Graz, Barp, Carollo e Pellegrino bronzo per il fondo azzurro
15 Febbraio 2026
Una staffetta italiana torna sul podio 20 anni dopo i Giochi di Torino. Davide Graz, Elia Barp, Martino Carollo e Federico Pellegrino hanno conquistato la medaglia di bronzo nella staffetta alle spalle di Norvegia e Francia.
“Questa medaglia ha un sapore particolare la prima a PyeongChang è stata in un certo senso facile, perché solo io ci credevo e non avevo alcuna pressione.
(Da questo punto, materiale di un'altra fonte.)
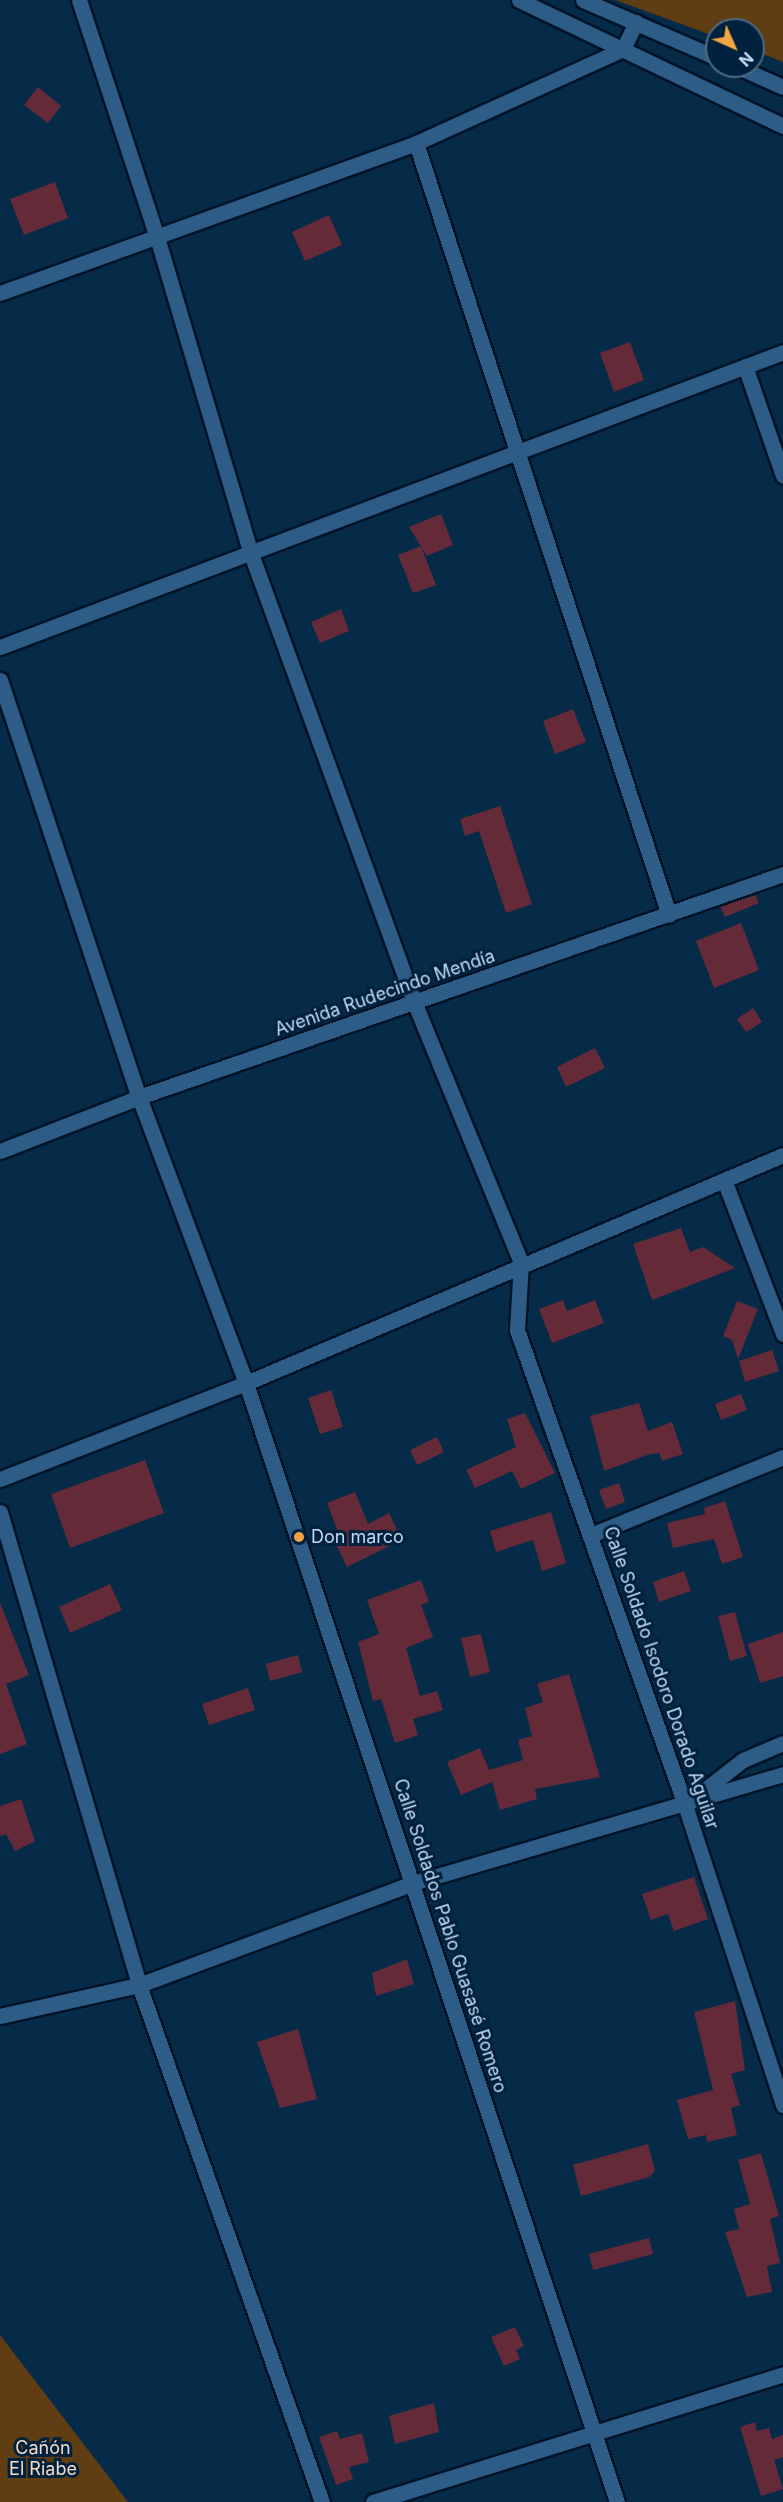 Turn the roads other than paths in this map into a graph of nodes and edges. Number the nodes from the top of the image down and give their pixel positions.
1 (79, 0) edge
2 (519, 0) edge
3 (583, 0) edge
4 (636, 22) junction
5 (623, 49) junction
6 (705, 53) edge
7 (763, 78) edge
8 (783, 87) edge
9 (783, 126) edge
10 (416, 143) junction
11 (157, 237) junction
12 (0, 293) edge
13 (783, 352) edge
14 (745, 366) junction
15 (518, 451) junction
16 (783, 476) edge
17 (250, 552) junction
18 (0, 647) edge
19 (0, 680) edge
20 (783, 874) edge
21 (669, 915) junction
22 (415, 1004) junction
23 (139, 1097) junction
24 (0, 1151) edge
25 (783, 1155) edge
26 (724, 1180) junction
27 (521, 1262) junction
28 (783, 1334) edge
29 (246, 1383) junction
30 (783, 1457) edge
31 (0, 1479) edge
32 (0, 1512) edge
33 (591, 1535) junction
34 (783, 1743) edge
35 (783, 1774) edge
36 (686, 1804) junction
37 (413, 1883) junction
38 (140, 1985) junction
39 (0, 2016) edge
40 (783, 2106) edge
41 (783, 2374) edge
42 (592, 2434) junction
43 (322, 2502) edge
44 (373, 2502) edge
45 (617, 2502) edge

1 - 11 street
2 - 5 street
3 - 4 street
4 - 5 street
4 - 6 street
5 - 9 street
5 - 10 street
7 - 8 street
10 - 11 street
10 - 15 street
11 - 12 street
11 - 17 street
13 - 14 street
14 - 15 street
14 - 16 street
15 - 17 street
15 - 21 street
17 - 18 street
17 - 22 street
19 - 23 street, Calle Soldados Pablo Guasasé Romero
20 - 21 street, Avenida Rudecindo Mendía
21 - 22 street, Avenida Rudecindo Mendía
22 - 23 street, Avenida Rudecindo Mendía
22 - 27 street
23 - 24 street, Avenida Rudecindo Mendía
23 - 29 street, Calle Soldados Pablo Guasasé Romero
25 - 26 street
26 - 27 street
26 - 28 street
27 - 29 street
27 - 33 street, Calle Soldado Isodoro Dorado Aguilar
29 - 31 street
29 - 37 street, Calle Soldados Pablo Guasasé Romero
30 - 33 street
32 - 38 street
33 - 36 street, Calle Soldado Isodoro Dorado Aguilar
34 - 36 street
35 - 36 street
36 - 37 street
36 - 40 street, Calle Soldado Isodoro Dorado Aguilar
37 - 38 street
37 - 42 street, Calle Soldados Pablo Guasasé Romero
38 - 39 street
38 - 43 street
41 - 42 street
42 - 44 street
42 - 45 street, Calle Soldados Pablo Guasasé Romero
L’argento di Pechino è stato più tosto: per arrivarci ho fatto scelte difficili e mi ha dato tanta soddisfazione".
Sono le parole di Federico Pellegrino, veterano del gruppo e ultimo frazionista. "Questa medaglia a livello personale va un gradino oltre, perché finire la carriera in questo modo ed in questo grande evento in Italia sapendo che il fondo italiano avrà almeno altri tre ragazzi consapevoli di poter salire sul podio olimpico è la vera legacy che lascio a questo sport. Ci abbiamo creduto, abbiamo lavorato tanto, gestendo le dinamiche di tutto un gruppo: arrivare oggi a questo traguardo è qualcosa di enorme”.
Pellegrino ha preso il testimone da Carollo, ha recuperato la Finlandia e si è involato verso il traguardo.
“'Fai il Chicco' mi sono detto - ha commentato Pellegrino - so che a 35 anni ci sono pochi atleti più veloci di me e credo lo sapesse anche lui. Ho fatto un’accelerata nella salita finale, poi mi sono messo a piangere nella discesa. Vedere i tre ragazzi che abbiamo coltivato in questi anni aspettarmi saltanti e festanti al traguardo è ad ora l’emozioni più intensa di queste Olimpiadi".